FIRST, key on, there should be 12V on the + terminal of the coil. this doesn't change with OD non OD, etc. no 12V, STOP, fix that.

if you have contact points in the distributor still (eg. not a Pertronix module or other non-factory setup) then the only other ignition wire you need is the one that runs from the coil - terminal to the distributor. if there are other wires -- all that OD stuff -- REMOVE IT. no need to chop it, just fold it back out of the way, tape it up. worry about it later.

take the distributor cap off. bump the car over until the points are OPEN. or put matchbook cover in them so they;re open.

SECOND, you should measure 12V at the - side of the coil, or see voltage there with the test light. no voltage? STOP coil is bad.
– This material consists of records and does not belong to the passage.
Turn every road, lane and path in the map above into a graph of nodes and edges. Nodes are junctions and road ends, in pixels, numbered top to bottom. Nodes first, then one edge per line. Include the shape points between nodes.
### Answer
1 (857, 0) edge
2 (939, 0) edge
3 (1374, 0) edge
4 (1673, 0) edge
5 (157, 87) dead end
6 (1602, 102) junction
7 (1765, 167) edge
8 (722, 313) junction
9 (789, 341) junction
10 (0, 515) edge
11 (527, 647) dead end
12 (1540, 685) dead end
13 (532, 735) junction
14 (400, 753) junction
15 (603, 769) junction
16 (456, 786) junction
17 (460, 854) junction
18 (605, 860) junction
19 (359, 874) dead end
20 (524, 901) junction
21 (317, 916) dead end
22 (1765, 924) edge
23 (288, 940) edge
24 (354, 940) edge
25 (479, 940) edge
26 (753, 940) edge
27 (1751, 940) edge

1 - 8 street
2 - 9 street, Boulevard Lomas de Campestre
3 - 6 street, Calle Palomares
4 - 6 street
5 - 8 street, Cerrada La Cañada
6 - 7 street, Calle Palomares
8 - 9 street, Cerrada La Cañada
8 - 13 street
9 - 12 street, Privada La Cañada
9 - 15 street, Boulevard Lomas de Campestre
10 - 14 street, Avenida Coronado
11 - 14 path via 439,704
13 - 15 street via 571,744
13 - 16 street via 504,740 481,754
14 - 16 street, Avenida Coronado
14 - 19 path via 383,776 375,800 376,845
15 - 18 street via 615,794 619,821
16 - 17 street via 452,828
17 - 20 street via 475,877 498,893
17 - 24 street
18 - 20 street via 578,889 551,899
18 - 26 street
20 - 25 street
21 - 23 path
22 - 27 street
bump the engine over until the points are open maximum on the peak of the cam. set the gap now. yo can do this with a DWELL meter, or just gap it at .034", used to be the thickness of a match book doubled. i bet they are thinner today! lol. even so, it will get you in the ballpark. "close enough" to run OK.

if you really want to get thorough, take out the #1 spark plug. stick your finger in the hole! crank the engine over, bump, bump, bump. just a bit at a time. at some point compression on #1 cyl will FART your finger out of the hole. This is TDC compression stroke #1 cylinder.

if the harmonic balancer isn't spun -- it is VERY COMMON for the 195.6, less so for the 232 -- the timing mark should be somewhere in the vicinity of the marker/pointer. it could be hard to find. this is a good time to clean it and paint-mark it. if it's within an inch or so, close enough for this next step. (but if you bump the engine/turn with a wrench to get it to line up perfectly, you can set the timing in the next step.)

THIRD, when #1 cyl is at TDC compression stroke, the rotor on the distributor must be, should be, pointing at the wire in the cap that goes to #1 spark plug. if you lined the mark up precisely, the rotor will point RIGHT AT #1 wire. if not, loosen the clamp and rotate the distributor so it is. if it's waaaay off, then the distrib is in wrong when someone was messing around before you and left a mess for you now. 

THIS ABOVE IS GOSPEL. without the above conditions it won't run. ipso facto, if it's correct, and it won't run, it's not because of spark. but there's another check to make for that (belt and suspenders).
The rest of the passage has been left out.